But the process is full of barriers as the children's families and schools are reluctant to recognize their capabilities. When a retarded girl succeeded in cooking a fried egg in a program held inside her community, she was so exuberant that she wanted to perform it at home. But her enthusiasm was soon dampened by her mother's curt refusal who told her not to trouble the family any more.
Discrimination against people with disabilities is everywhere, despite the fast growing economy which is the powerful driving force behind the incredible modernization of the country. However, this transformation seems only to play externally, as mentally and physically challenged people are being left behind.
"I know some parents try to put their retarded children into ordinary schools in hopes of making them better understand society," said Xie, "but the reality turns out to be disastrous." According to the veteran social worker, some teachers will even tell the retarded child that they would never treat him or her like a human being.
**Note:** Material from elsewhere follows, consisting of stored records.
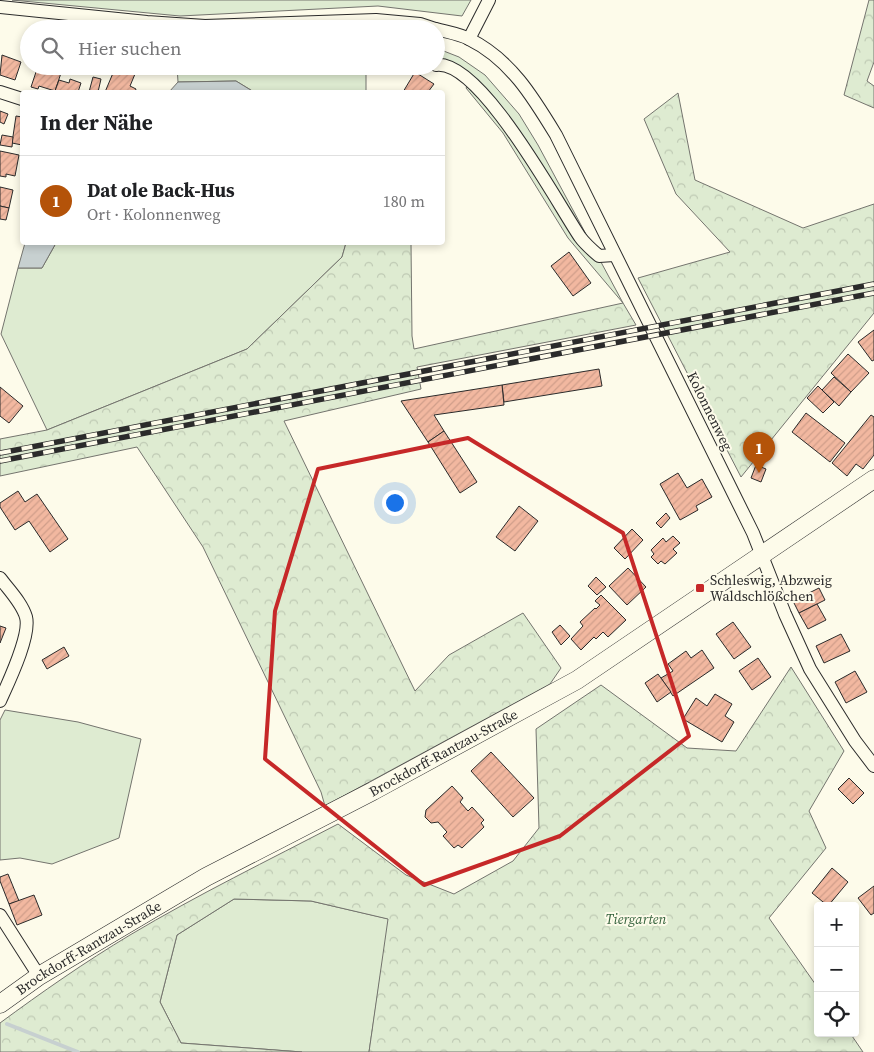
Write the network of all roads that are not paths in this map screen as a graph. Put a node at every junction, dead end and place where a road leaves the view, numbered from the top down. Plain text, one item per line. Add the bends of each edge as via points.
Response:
1 (489, 0) edge
2 (0, 7) edge
3 (127, 20) edge
4 (445, 32) edge
5 (469, 39) junction
6 (445, 65) edge
7 (0, 92) edge
8 (20, 98) edge
9 (614, 255) junction
10 (874, 480) edge
11 (761, 556) junction
12 (0, 578) edge
13 (0, 701) edge
14 (874, 766) edge
15 (0, 915) edge
16 (39, 976) junction
17 (0, 1004) edge

1 - 5 street
2 - 3 street, Kolonnenweg
4 - 5 street, Kolonnenweg
5 - 9 street, Kolonnenweg via 498,58 517,76 536,102 556,135
6 - 9 street via 472,82 510,126 582,239 598,256
7 - 8 street
9 - 11 street, Kolonnenweg via 753,533
10 - 11 street, Brockdorff-Rantzau-Straße
11 - 14 street, Kolonnenweg via 810,669
11 - 16 street, Brockdorff-Rantzau-Straße via 577,680 206,877
12 - 13 street via 27,618 23,647
15 - 16 street
16 - 17 street, Brockdorff-Rantzau-Straße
A social worker and a handicapped person work together to cross a creek. [Courtesy of Pudong Association of Social Workers]
"I understand people nowadays are living under great stress, such as those teachers, whose jobs are evaluated by the marks of their students," Xie said. "But how about the children?"
Looking at their children's cruel surroundings and worrying about their future, the social workers in Pudong are taking action. They organized an activity for the children to hike into mountains in suburban Hangzhou City, Zhejiang Province, to cook, clean and learn how to take care of each other.
"There are a couple of children in wheelchairs who seldom come out of their rooms," Xie recalled. "Their parents protested strongly when we persuaded the children to join us without the parents as companions."
The social workers didn't relent, visiting families to persuade parents to allow the children to join their planned activities. During the negotiations with parents, Xie found most of the children to be pacified ― they repeated what their parents said and seldom held an independent thought.
"The two sides finally compromised," Xie said, "We allowed their parents to join us, but they were placed in separate groups from their children." Yet the trip became a turning point as the parents found they could enjoy momentary freedom without the worries and concerns of taking care of their children. The kids also managed well on wheels en route without much help.